The motivation for the home invasion was unknown.

Neville said the woman had been on the phone with a relative when the man entered her apartment. She screamed, and the call was disconnected. The relative called 911.

No one answered the door Monday evening at the apartment where the standoff occurred.

But signs of the devastation caused by the standoff were apparent.

Shattered glass covered the stairwell leading up to the apartment. One of the apartment's three windows was boarded up. The front door was held closed by a padlock.

Foster said police evacuated her from her apartment between 4:30 and 4:45 p.m. Sunday. She and her husband, wearing clothes appropriate for the beach, spent their evening standing in a parking lot east of where the standoff was going on. Foster said she and her husband had nowhere to go and didn't have a car to sleep in.

"It was a pretty miserable night," she said.

Police allowed them to return to the apartment Monday about 8 a.m., but both had to miss work because officers didn't allow residents of the building to leave until about 3 p.m. Monday. An officer told Foster that police didn't want residents compromising the crime scene.

Foster said she is grateful neither she nor her husband was injured, but she doesn't feel safe at her home anymore.

She asked one officer why the standoff was taking so long, and the officer told her it was because police didn't have any way to sneak up on the suspect.

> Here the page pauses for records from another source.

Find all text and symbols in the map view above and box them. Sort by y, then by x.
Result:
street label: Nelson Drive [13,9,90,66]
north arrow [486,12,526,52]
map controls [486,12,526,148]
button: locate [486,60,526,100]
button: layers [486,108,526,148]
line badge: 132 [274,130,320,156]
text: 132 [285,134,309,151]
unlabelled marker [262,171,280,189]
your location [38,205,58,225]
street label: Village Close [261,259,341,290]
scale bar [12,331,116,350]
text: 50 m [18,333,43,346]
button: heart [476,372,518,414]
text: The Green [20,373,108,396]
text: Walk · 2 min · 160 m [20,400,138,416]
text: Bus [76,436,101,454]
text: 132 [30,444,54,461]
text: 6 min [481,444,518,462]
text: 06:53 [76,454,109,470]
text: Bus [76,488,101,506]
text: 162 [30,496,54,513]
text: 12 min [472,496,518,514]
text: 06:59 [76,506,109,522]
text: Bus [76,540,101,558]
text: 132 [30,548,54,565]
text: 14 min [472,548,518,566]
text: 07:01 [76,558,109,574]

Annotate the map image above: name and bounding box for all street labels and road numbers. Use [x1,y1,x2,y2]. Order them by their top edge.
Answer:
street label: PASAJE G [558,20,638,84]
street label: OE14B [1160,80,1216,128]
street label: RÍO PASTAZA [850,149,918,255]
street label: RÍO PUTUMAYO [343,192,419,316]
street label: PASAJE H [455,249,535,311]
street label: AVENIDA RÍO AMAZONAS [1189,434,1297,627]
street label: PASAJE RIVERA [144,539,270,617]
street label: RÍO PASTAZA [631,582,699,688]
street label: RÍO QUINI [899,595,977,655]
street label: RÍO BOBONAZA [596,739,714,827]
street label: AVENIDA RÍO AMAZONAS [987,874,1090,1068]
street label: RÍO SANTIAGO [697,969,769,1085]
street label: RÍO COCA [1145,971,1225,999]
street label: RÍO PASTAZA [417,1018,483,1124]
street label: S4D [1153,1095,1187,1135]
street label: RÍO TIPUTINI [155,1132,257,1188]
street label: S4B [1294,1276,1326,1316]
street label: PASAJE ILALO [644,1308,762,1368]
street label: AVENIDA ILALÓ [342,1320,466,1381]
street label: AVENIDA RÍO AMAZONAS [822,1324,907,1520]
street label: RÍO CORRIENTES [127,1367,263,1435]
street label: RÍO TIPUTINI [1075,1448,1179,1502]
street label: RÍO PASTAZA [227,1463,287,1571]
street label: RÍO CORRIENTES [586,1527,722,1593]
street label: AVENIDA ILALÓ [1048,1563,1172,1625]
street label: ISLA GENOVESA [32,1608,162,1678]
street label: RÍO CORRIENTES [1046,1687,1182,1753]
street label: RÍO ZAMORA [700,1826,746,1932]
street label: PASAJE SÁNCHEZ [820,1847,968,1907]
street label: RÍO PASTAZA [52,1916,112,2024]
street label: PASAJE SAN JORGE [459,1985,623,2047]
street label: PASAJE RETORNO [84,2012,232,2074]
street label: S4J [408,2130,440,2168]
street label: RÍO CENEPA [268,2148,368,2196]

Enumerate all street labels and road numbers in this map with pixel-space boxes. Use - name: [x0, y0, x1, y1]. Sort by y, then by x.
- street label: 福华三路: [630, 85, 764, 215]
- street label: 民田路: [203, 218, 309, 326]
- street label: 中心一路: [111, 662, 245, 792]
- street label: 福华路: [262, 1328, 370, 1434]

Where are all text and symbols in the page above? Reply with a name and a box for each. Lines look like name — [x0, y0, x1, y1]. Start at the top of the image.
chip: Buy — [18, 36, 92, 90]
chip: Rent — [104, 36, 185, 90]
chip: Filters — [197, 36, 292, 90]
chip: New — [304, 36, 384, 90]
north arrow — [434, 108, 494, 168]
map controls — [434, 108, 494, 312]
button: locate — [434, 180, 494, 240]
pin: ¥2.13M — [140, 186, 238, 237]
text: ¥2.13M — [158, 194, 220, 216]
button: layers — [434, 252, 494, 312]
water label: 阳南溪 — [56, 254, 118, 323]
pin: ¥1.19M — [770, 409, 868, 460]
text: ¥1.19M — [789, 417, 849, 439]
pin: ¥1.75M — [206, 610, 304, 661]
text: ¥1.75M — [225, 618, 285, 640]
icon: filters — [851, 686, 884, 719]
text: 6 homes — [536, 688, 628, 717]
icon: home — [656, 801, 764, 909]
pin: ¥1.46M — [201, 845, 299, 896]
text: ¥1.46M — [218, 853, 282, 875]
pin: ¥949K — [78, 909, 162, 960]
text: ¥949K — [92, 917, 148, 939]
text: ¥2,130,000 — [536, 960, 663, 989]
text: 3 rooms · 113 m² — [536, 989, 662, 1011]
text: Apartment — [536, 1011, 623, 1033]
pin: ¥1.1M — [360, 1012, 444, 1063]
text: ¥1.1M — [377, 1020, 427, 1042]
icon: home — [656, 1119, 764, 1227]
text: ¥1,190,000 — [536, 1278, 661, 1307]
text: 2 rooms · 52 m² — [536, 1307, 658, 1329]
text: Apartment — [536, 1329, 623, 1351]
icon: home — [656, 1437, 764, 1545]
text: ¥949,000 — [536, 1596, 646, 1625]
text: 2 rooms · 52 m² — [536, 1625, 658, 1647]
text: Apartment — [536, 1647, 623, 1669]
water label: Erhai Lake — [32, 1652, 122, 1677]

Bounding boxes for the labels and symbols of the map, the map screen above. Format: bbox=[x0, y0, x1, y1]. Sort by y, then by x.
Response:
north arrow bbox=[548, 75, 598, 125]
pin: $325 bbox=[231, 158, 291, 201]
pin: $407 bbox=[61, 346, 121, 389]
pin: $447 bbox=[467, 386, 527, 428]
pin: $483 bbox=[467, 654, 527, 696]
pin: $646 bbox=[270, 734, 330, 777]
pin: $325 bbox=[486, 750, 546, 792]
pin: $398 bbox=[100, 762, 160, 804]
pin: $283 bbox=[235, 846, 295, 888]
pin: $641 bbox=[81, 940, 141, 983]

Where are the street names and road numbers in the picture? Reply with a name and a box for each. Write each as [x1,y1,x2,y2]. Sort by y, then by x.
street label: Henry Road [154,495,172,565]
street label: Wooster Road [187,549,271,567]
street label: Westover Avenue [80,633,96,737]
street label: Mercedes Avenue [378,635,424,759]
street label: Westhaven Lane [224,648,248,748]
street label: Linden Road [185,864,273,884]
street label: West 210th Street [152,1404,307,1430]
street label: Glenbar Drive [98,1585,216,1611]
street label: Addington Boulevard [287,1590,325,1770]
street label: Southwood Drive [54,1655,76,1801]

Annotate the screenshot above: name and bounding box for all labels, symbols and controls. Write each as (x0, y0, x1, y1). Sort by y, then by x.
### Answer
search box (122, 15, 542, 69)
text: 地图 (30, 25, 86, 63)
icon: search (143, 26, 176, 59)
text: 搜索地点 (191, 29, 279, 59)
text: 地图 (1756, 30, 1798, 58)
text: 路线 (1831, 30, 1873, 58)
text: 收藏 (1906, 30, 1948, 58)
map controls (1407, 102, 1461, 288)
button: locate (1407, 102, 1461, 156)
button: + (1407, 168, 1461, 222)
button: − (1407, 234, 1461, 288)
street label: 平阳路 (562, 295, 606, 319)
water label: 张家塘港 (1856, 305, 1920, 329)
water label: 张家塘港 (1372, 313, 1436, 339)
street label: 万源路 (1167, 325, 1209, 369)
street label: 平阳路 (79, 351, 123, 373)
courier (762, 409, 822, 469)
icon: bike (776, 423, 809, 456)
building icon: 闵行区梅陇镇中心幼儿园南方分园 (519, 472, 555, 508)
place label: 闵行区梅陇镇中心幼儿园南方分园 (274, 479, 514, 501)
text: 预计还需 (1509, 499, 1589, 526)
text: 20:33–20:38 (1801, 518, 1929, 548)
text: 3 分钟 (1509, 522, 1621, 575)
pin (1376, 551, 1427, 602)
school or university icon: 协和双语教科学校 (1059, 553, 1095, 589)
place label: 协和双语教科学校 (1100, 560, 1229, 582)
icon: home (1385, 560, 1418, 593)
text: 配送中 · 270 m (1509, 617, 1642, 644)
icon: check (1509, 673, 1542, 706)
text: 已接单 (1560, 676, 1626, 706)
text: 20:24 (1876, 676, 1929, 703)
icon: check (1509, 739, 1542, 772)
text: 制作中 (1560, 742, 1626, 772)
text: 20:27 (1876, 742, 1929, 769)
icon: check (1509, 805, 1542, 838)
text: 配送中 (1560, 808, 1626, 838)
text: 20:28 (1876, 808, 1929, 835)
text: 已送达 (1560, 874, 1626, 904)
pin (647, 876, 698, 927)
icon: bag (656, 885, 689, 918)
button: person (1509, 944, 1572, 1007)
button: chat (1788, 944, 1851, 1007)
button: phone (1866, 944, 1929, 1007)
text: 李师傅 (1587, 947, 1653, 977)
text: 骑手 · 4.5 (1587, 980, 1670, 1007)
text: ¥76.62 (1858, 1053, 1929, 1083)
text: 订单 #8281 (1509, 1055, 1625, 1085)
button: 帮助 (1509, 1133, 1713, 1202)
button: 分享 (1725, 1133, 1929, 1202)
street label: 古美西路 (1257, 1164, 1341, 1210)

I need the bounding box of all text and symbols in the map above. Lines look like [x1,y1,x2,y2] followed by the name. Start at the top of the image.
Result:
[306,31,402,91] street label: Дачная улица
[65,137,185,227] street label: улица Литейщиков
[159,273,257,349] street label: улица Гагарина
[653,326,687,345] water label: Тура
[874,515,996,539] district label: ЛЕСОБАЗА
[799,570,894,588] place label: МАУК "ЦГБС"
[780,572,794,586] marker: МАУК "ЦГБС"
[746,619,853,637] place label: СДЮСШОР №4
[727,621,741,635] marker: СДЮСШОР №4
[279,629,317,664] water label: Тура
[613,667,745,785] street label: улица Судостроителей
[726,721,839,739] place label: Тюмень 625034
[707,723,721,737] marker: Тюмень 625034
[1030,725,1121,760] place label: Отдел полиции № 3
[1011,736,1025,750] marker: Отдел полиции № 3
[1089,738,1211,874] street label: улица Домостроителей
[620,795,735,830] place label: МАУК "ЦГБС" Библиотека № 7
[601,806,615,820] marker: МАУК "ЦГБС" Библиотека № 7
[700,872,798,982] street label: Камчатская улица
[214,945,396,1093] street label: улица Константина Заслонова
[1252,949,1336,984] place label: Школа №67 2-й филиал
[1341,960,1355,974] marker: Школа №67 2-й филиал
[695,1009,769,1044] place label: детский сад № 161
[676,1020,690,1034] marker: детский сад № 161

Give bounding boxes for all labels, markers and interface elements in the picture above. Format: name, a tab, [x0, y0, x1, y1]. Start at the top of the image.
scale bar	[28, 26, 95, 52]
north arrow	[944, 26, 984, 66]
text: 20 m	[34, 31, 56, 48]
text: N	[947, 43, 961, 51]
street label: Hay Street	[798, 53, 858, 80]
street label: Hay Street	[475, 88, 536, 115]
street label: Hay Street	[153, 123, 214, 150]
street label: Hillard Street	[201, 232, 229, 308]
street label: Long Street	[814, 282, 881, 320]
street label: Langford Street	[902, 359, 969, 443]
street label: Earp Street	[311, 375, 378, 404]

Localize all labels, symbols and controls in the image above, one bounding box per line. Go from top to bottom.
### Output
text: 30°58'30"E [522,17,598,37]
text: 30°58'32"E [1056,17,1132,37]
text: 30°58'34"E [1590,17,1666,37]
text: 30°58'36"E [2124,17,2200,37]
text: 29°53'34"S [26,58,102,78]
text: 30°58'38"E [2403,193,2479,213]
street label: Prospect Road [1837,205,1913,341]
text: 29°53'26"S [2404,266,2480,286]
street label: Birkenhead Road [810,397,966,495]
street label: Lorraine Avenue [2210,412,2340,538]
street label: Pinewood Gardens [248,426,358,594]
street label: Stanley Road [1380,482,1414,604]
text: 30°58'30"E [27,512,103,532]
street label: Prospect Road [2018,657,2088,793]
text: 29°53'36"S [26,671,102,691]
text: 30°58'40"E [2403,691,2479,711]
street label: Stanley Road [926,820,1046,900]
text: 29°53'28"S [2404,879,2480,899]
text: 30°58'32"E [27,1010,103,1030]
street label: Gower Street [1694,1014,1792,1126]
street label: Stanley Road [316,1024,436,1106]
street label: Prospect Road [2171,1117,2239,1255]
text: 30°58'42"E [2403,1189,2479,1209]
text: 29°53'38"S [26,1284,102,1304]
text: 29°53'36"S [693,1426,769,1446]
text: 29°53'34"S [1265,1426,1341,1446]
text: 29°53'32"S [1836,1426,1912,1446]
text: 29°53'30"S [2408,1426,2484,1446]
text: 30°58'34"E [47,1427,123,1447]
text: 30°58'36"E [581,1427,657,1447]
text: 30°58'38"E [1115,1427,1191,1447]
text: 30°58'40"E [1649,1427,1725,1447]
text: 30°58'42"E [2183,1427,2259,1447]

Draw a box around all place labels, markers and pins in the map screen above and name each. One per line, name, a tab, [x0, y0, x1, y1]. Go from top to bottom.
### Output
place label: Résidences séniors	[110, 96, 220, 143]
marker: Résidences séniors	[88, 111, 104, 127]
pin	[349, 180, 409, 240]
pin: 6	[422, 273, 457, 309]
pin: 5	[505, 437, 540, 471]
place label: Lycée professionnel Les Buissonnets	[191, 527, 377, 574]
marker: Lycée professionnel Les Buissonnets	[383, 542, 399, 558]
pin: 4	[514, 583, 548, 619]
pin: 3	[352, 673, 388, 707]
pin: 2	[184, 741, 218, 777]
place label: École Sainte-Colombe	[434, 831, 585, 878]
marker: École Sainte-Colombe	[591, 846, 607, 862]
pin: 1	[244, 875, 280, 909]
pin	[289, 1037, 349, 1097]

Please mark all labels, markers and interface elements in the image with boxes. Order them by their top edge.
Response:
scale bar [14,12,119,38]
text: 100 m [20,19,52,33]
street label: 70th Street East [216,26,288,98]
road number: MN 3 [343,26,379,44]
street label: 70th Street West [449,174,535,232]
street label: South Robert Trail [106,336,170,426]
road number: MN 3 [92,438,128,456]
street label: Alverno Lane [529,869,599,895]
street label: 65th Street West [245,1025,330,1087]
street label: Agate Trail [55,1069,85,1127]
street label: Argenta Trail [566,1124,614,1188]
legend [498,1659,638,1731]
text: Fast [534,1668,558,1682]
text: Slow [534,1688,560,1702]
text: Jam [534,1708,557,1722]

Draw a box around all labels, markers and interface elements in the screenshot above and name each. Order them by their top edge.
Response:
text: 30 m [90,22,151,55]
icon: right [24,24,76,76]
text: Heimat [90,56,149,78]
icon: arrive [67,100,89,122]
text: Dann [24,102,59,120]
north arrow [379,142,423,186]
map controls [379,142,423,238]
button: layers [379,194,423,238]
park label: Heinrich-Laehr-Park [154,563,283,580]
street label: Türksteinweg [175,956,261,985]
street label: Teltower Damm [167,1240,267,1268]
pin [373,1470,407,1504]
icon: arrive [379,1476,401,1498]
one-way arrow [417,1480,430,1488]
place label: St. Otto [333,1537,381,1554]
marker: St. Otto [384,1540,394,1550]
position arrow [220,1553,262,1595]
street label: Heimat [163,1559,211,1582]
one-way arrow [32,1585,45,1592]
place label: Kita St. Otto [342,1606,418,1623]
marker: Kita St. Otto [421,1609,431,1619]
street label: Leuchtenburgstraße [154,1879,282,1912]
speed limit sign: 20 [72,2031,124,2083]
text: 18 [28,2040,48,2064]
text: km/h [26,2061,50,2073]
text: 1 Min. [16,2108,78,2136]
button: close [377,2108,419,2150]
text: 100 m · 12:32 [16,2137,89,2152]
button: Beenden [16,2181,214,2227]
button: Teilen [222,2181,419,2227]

Only one stairwell leads to the apartment where the man barricaded himself.

Foster said she spoke to a maintenance man Monday, who told her police broke through several walls in nearby apartments to gain entry into the apartment where the woman was taken hostage.

The story was confirmed by an official with Las Vegas police.

"Imagine coming home to your apartment and a wall was removed where your bedroom or living room used to be," Foster said.